SWE indices were highest in PTC, followed by BHN and Norm at each precompression level (P < 0.05). All tissue types showed successive increases in SWE results as precompression increased, although the rate was higher for PTC than BHN and Norm (Ps < 0.05). SWE values (kPa) of Norm, BHN, and PTC at baseline precompression (A) were 10.3 ± 3.3, 17.7 ± 7.6, and 22.2 ± 11.9 compared with 21.1 ± 4.2, 42.3 ± 16.0, and 97.6 ± 46.8 at high precompression (D). SWE index differences between precompression levels A and D were 10.8 kPa for Norm, 24.6 kPa for BHN, and 75.4 kPa for PTC.
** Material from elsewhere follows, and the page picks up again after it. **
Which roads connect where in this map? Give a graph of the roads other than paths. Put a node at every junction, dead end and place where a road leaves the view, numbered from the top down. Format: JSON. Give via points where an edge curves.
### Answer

PTCs show greater SWE stiffening than BHN as precompression rises. Precompression effects on thyroid nodules are not negligible and may account for wide discrepancies in published SWE discriminatory performance results for thyroid malignancy.
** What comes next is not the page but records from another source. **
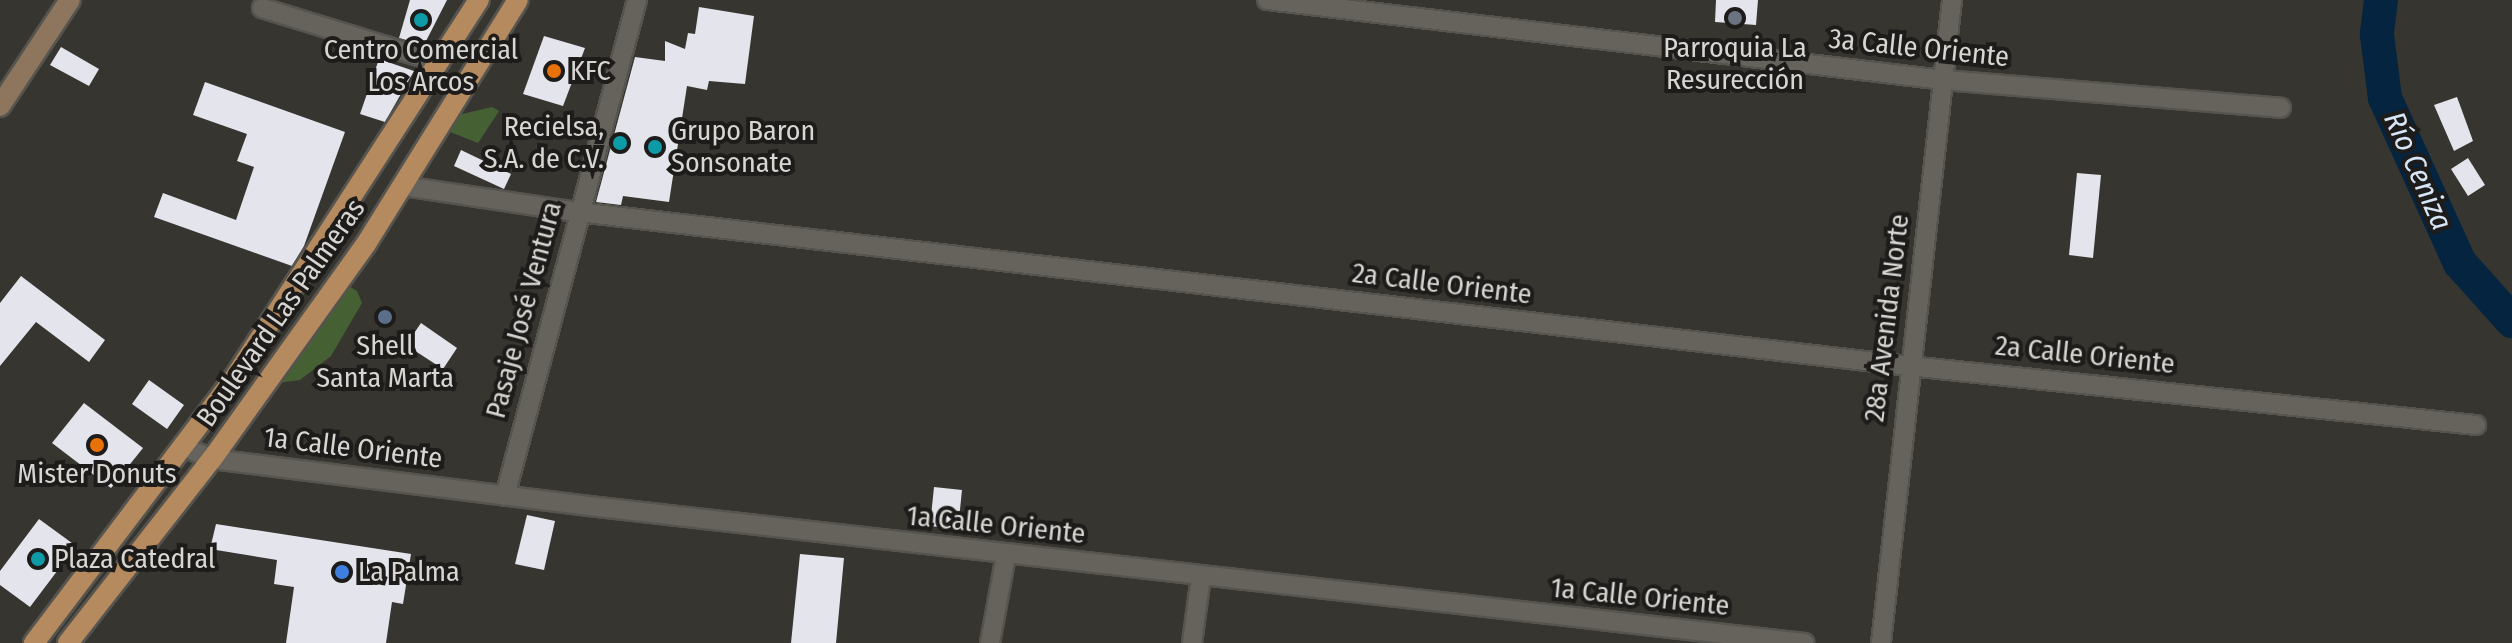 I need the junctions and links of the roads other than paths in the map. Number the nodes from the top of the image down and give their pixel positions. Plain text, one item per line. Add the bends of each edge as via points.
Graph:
1 (479, 0) edge
2 (518, 0) edge
3 (637, 0) edge
4 (1267, 0) edge
5 (1952, 0) edge
6 (64, 2) edge
7 (261, 9) edge
8 (437, 62) junction
9 (1944, 80) junction
10 (0, 106) edge
11 (2281, 108) dead end
12 (403, 186) junction
13 (578, 212) junction
14 (1909, 366) junction
15 (2476, 425) dead end
16 (184, 447) junction
17 (212, 459) junction
18 (505, 496) junction
19 (1006, 555) junction
20 (1201, 576) junction
21 (34, 643) edge
22 (68, 643) edge
23 (990, 643) edge
24 (1192, 643) edge
25 (1804, 643) edge
26 (1881, 643) edge

1 - 8 main road
2 - 12 main road, Boulevard Las Palmeras
3 - 13 street, Pasaje José Ventura
4 - 9 street, 3a Calle Oriente
5 - 9 street, 28a Avenida Norte
6 - 10 street
7 - 8 street
8 - 16 main road via 301,280
9 - 11 street, 3a Calle Oriente
9 - 14 street, 28a Avenida Norte
12 - 13 street, 2a Calle Oriente
12 - 17 main road, Boulevard Las Palmeras
13 - 14 street, 2a Calle Oriente
13 - 18 street, Pasaje José Ventura
14 - 15 street, 2a Calle Oriente
14 - 26 street, 28a Avenida Norte
16 - 17 street, 1a Calle Oriente
16 - 21 main road
17 - 18 street, 1a Calle Oriente
17 - 22 main road, Boulevard Las Palmeras
18 - 19 street, 1a Calle Oriente
19 - 20 street, 1a Calle Oriente
19 - 23 street
20 - 24 street
20 - 25 street, 1a Calle Oriente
• Increases in resting pressure (precompression) applied by the operator increases thyroid stiffness. • Papillary cancers show greater increases in stiffness (strain hardening) than benign nodules. • Precompression may affect the diagnostic performance of shearwave elastography for thyroid malignancy.
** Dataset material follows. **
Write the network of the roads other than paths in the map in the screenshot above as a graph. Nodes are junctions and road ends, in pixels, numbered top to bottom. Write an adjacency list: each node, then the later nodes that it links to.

研究静息压力(预压缩)变化对甲状腺超声剪切波弹性成像(SWE)的影响。
96 例患者的 35 个正常甲状腺(Norm)、55 个良性增生结节(BHN)和 17 个甲状腺乳头状癌(PTC)进行了甲状腺 SWE 检查。操作者手动施加 4 个预压缩水平,范围从 A(基线,0%应变)到 D(高,22-30%应变)。使用方差分析检验各预压缩水平的 SWE 结果,P<0.05 表示差异有统计学意义。
在每个预压缩水平下,PTC 的 SWE 指数最高,其次是 BHN 和 Norm(P<0.05)。所有组织类型的 SWE 结果随着预压缩的增加而连续增加,尽管 PTC 的增加速度高于 BHN 和 Norm(P<0.05)。基线预压缩(A)时 Norm、BHN 和 PTC 的 SWE 值(kPa)分别为 10.3±3.3、17.7±7.6 和 22.2±11.9,而高预压缩(D)时分别为 21.1±4.2、42.3±16.0 和 97.6±46.8。A 与 D 级预压缩之间的 SWE 指数差异分别为 10.8 kPa、24.6 kPa 和 75.4 kPa。
随着预压缩的增加,PTC 的 SWE 变硬程度大于 BHN。甲状腺结节的预压缩效应不容忽视,这可能解释了发表的 SWE 对甲状腺恶性肿瘤鉴别性能结果的广泛差异。
操作者施加的静息压力(预压缩)增加会增加甲状腺的硬度。
与良性结节相比,乳头状癌的硬度增加(应变硬化)更大。
预压缩可能会影响剪切波弹性成像对甲状腺恶性肿瘤的诊断性能。